Scott and Davidson v Scottish Ministers (No 1)

JurisdictionUK Non-devolved
Judgment Date15 December 2005
Neutral Citation[2005] UKHL 74
Date15 December 2005
Docket NumberNo 1,No 2
CourtHouse of Lords
Davidson (AP)
Scottish Ministers


[2005] UKHL 74

Appellate Committee

Lord Nicholls of Birkenhead

Lord Hope of Craighead

Lord Rodger of Earlsferry

Lord Carswell

Lord Mance



Aidan O'Neill QC

Simon Collins

Jason Coppel

(Instructed by Balfour & Manson)


Neil Brailsford QC

Philip Sales

James Mure

(Instructed by Treasury Solicitor)


My Lords,


English courts have power to make coercive orders, prohibitory and mandatory, against ministers of the Crown. This was decided authoritatively by your Lordships' House in M v Home Office [1994] 1 AC 377. The question raised by this appeal is whether, in the context of judicial review proceedings, Scottish courts have similar jurisdiction in respect of Scottish Ministers, that is, members of the Scottish Executive.


It would be surprising if this were not so. But on this appeal the Scottish Ministers contend that the Crown Proceedings Act 1947 leads inescapably to the opposite conclusion.

The proceedings


The proceedings have an unusual history. For present purposes the essential facts are simple indeed. Scott Davidson spent 18 months in Barlinnie Prison, Glasgow, between April 2001 and August 2002. Initially he was there on remand and later as a convicted prisoner.

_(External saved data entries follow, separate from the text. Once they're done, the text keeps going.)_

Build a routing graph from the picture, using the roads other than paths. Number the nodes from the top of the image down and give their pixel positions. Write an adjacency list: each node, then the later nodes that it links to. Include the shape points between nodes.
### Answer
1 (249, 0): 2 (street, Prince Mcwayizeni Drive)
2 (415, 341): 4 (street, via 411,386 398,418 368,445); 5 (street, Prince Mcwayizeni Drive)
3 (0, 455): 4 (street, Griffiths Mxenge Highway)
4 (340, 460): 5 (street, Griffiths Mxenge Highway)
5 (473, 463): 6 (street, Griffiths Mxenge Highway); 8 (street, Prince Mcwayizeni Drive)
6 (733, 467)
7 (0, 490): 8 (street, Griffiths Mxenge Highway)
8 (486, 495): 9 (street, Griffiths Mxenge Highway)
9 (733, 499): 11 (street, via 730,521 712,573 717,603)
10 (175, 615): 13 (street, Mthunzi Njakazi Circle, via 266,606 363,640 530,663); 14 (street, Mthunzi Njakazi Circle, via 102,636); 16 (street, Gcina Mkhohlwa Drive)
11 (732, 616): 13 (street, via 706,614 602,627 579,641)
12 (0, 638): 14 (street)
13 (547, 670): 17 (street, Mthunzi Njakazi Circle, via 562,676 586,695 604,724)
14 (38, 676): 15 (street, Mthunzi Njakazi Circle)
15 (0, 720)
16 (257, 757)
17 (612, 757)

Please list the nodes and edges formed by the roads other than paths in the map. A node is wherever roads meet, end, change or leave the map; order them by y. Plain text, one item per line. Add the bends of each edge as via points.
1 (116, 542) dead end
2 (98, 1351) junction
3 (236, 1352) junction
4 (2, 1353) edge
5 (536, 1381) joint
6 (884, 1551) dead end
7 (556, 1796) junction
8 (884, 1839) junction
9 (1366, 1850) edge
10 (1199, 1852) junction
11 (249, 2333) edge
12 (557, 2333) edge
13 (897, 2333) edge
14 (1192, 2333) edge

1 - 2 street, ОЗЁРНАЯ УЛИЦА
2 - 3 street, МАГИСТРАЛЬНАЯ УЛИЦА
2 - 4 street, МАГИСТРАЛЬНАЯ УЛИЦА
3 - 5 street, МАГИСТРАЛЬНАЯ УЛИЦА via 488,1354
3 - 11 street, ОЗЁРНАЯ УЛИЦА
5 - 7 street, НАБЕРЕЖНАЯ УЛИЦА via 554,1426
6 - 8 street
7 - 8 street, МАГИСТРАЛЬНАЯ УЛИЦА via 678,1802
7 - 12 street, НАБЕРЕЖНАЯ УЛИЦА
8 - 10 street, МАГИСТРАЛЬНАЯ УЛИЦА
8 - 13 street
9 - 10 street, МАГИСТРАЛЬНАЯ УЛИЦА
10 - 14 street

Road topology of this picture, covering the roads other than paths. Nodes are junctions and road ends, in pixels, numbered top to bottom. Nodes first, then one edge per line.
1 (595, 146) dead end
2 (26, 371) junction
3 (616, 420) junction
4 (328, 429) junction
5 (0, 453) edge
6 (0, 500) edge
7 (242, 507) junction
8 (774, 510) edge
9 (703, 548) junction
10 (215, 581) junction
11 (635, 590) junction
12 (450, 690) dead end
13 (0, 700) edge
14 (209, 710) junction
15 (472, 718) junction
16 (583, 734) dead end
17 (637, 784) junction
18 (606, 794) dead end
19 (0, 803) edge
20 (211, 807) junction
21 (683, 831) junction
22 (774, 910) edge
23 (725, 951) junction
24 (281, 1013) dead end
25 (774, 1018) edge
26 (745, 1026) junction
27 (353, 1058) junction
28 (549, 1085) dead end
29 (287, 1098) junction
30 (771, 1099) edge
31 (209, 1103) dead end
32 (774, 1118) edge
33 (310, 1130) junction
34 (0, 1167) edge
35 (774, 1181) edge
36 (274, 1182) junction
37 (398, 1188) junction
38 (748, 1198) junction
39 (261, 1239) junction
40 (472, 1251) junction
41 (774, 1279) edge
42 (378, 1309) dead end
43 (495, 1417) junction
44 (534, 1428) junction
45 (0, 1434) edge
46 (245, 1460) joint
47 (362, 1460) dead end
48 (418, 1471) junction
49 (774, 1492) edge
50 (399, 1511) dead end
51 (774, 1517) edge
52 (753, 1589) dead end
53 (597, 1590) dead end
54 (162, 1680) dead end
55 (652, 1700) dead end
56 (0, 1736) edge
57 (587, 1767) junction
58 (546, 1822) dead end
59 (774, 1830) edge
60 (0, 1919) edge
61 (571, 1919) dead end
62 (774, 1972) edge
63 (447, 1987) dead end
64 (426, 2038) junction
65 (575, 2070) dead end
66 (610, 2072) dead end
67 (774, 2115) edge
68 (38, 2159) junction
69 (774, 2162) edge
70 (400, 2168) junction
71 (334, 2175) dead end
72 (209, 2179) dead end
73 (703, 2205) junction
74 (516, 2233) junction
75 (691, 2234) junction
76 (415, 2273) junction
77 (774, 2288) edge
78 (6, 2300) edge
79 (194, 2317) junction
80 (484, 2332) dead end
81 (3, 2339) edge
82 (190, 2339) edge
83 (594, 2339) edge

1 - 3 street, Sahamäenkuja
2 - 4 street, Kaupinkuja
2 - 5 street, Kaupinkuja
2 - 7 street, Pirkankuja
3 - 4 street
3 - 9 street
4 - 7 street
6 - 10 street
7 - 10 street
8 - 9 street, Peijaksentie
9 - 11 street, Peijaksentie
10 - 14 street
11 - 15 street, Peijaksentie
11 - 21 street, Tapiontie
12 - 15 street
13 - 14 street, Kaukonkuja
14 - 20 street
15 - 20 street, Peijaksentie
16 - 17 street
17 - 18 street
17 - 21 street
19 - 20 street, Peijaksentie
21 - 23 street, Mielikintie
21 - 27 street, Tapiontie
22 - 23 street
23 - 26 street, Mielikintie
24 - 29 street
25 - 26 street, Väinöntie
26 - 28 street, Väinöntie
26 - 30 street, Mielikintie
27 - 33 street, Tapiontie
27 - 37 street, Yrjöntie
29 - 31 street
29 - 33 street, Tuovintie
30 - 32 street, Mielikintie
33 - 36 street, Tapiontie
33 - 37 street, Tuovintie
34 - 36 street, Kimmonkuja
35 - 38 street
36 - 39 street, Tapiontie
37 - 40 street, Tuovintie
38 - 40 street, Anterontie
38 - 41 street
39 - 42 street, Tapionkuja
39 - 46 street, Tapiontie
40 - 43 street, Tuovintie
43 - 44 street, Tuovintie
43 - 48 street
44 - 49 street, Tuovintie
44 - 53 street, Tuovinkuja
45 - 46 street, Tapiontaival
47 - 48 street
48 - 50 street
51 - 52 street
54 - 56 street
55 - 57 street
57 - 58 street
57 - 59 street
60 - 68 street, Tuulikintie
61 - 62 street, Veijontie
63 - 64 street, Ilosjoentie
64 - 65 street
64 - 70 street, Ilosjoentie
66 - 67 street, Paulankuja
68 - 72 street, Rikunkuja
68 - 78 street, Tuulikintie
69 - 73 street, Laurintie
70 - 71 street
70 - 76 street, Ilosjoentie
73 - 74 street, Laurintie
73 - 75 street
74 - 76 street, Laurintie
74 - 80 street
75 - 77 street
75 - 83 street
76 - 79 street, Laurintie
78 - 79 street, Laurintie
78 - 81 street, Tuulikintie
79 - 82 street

While there he complained to the prison governor about prison conditions: gross overcrowding, inadequate sanitary facilities and poor regime activities. He said detention in these conditions was inhuman or degrading treatment contrary to article 3 of the European Convention on Human Rights.


On 24 October 2001 he presented a petition for judicial review in the Court of Session. He sought a declarator that he was being detained in conditions incompatible with article 3, an order ordaining the Scottish Ministers to secure his transfer to prison conditions compliant with article 3, and damages. The legal basis for these claims was that the general superintendence of prisons is vested in the Scottish Ministers under section 3(1) of the Prisons (Scotland) Act 1989. Accordingly, so the claim runs, Mr Davidson's detention in prison in Convention non-compliant conditions was unlawful conduct by the Scottish Ministers within the meaning of section 6 of the Human Rights Act 1998. Such conduct was also outside the power of the Scottish Ministers within the meaning of section 57(2) of the Scotland Act 1998.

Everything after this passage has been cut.